[Opening Supplied entries section]

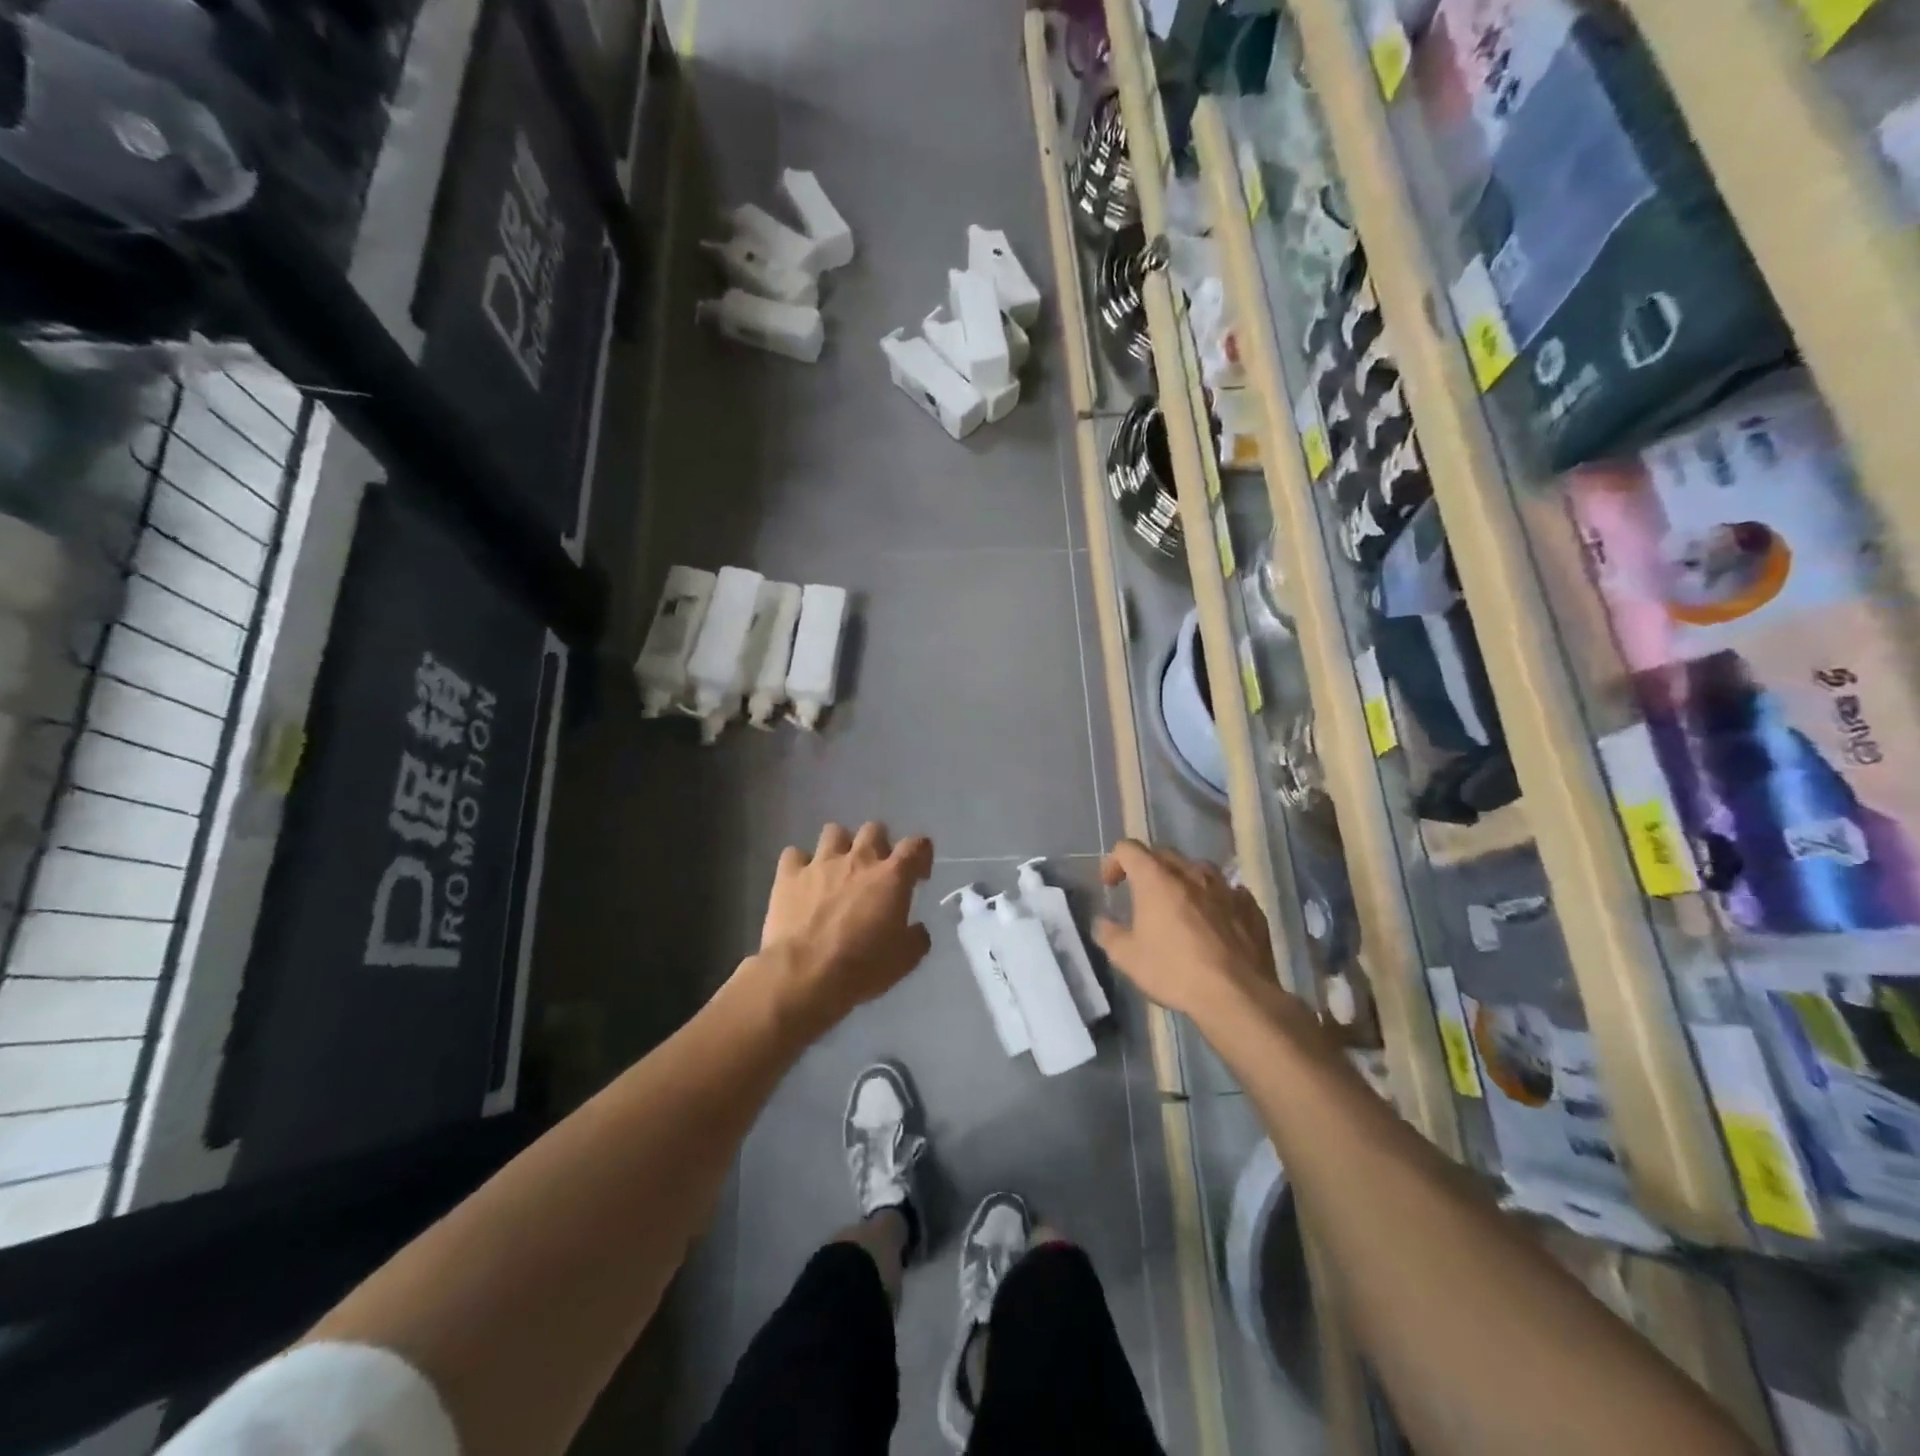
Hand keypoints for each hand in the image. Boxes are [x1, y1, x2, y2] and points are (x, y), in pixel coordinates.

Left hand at [759, 822, 934, 1026]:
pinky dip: (800, 864)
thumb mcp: (904, 960)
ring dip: (840, 846)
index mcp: (892, 877)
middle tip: (876, 871)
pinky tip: (802, 882)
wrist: (804, 975)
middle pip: (874, 829)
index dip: (921, 854)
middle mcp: (858, 860)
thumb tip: (917, 930)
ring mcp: (821, 863)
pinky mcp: (789, 875)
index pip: (916, 845)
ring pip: (834, 831)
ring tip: (838, 869)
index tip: (918, 875)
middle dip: (879, 844)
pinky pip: (794, 855)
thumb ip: (916, 938)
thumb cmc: (861, 968)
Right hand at [1092, 839, 1281, 1022]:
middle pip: (1164, 854)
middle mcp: (1191, 873)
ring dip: (1185, 880)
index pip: (1128, 849)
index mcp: (1156, 878)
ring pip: (1200, 869)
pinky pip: (1229, 892)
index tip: (1111, 885)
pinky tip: (1215, 921)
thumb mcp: (1127, 958)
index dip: (1114, 861)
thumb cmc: (1175, 972)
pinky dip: (1216, 900)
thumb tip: (1103, 923)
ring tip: (1181, 904)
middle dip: (1148, 868)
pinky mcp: (1251, 907)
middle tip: (1142, 895)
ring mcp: (1225, 888)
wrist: (1237, 996)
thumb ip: (1109, 934)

[Closing Supplied entries section]

Requirement:
An exact, complete copy of the lines above from the one with "ring tip: (838, 869)" through the one with "index pip: (1128, 849)" is the whole answer.

Expected answer:
ring tip: (838, 869)
index tip: (918, 875)
middle dip: (879, 844)
pinky pip: (794, 855)
thumb ip: (916, 938)
thumb cmc: (861, 968)
Right hand at [1092, 839, 1281, 1022]:
middle pip: (1164, 854)
middle mcp: (1191, 873)
ring dip: (1185, 880)
index pip: (1128, 849)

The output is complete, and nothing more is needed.